### Supplied records
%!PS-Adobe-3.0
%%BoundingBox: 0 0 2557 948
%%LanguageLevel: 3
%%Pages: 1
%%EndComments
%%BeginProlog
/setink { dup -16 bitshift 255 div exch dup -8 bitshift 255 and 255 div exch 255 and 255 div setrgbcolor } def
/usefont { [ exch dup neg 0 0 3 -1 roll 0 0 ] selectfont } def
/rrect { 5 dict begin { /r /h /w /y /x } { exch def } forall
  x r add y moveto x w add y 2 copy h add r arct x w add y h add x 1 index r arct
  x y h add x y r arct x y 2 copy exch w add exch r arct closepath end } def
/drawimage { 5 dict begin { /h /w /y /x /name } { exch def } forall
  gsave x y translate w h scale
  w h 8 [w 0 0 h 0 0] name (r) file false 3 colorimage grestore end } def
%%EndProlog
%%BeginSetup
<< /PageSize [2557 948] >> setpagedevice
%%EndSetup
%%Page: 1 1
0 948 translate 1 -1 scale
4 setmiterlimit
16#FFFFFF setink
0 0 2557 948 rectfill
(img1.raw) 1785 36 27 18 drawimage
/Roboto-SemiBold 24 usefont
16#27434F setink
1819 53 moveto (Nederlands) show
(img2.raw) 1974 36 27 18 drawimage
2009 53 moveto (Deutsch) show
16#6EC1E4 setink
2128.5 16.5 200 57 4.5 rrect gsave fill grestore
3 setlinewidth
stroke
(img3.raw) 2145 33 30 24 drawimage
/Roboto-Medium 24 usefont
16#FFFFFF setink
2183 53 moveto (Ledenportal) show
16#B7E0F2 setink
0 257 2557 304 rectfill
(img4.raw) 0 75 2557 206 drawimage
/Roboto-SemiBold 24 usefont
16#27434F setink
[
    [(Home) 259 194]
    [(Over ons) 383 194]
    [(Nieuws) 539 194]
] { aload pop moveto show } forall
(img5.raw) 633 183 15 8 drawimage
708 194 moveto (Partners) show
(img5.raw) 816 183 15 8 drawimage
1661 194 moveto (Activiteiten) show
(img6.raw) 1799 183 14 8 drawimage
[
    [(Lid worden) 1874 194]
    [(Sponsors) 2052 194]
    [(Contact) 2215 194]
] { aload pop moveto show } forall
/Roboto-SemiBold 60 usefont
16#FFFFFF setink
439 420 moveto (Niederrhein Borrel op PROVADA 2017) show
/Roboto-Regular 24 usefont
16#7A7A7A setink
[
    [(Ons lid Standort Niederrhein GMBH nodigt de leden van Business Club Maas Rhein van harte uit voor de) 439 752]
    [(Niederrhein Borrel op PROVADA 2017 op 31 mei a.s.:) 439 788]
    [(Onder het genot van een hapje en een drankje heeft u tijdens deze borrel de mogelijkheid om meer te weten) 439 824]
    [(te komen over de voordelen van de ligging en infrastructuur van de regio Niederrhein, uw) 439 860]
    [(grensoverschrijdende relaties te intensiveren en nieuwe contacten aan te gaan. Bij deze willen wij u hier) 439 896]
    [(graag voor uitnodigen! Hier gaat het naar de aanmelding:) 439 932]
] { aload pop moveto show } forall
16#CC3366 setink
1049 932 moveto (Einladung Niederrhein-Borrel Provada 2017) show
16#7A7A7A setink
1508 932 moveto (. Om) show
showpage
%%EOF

### Directions for this task
Print only the lines from the one with "<< /PageSize [2557 948] >> setpagedevice" to the end of the records, both included.

### Solution for this problem
<< /PageSize [2557 948] >> setpagedevice
%%EndSetup
%%Page: 1 1
0 948 translate 1 -1 scale
4 setmiterlimit
16#FFFFFF setink
0 0 2557 948 rectfill
(img1.raw) 1785 36 27 18 drawimage
/Roboto-SemiBold 24 usefont
16#27434F setink
1819 53 moveto (Nederlands) show
(img2.raw) 1974 36 27 18 drawimage
2009 53 moveto (Deutsch) show
16#6EC1E4 setink
2128.5 16.5 200 57 4.5 rrect gsave fill grestore
3 setlinewidth
stroke
(img3.raw) 2145 33 30 24 drawimage
/Roboto-Medium 24 usefont
16#FFFFFF setink
2183 53 moveto (Ledenportal) show
16#B7E0F2 setink
0 257 2557 304 rectfill
(img4.raw) 0 75 2557 206 drawimage
/Roboto-SemiBold 24 usefont
16#27434F setink
[
    [(Home) 259 194]
    [(Over ons) 383 194]
    [(Nieuws) 539 194]
] { aload pop moveto show } forall
(img5.raw) 633 183 15 8 drawimage
708 194 moveto (Partners) show
(img5.raw) 816 183 15 8 drawimage
1661 194 moveto (Activiteiten) show
(img6.raw) 1799 183 14 8 drawimage
[
    [(Lid worden) 1874 194]
    [(Sponsors) 2052 194]
    [(Contact) 2215 194]
] { aload pop moveto show } forall
/Roboto-SemiBold 60 usefont
16#FFFFFF setink
439 420 moveto (Niederrhein Borrel op PROVADA 2017) show
/Roboto-Regular 24 usefont
16#7A7A7A setink
[
    [(Ons lid Standort Niederrhein GMBH nodigt de leden van Business Club Maas Rhein van harte uit voor de) 439 752]
    [(Niederrhein Borrel op PROVADA 2017 op 31 mei a.s.:) 439 788]
    [(Onder het genot van een hapje en een drankje heeft u tijdens deze borrel de mogelijkheid om meer te weten) 439 824]
    [(te komen over de voordelen van de ligging en infrastructuur van de regio Niederrhein, uw) 439 860]
    [(grensoverschrijdende relaties te intensiveren en nieuwe contacten aan te gaan. Bij deze willen wij u hier) 439 896]
    [(graag voor uitnodigen! Hier gaat het naar de aanmelding:) 439 932]
] { aload pop moveto show } forall
16#CC3366 setink
1049 932 moveto (Einladung Niederrhein-Borrel Provada 2017) show
16#7A7A7A setink
1508 932 moveto (. Om) show
showpage
%%EOF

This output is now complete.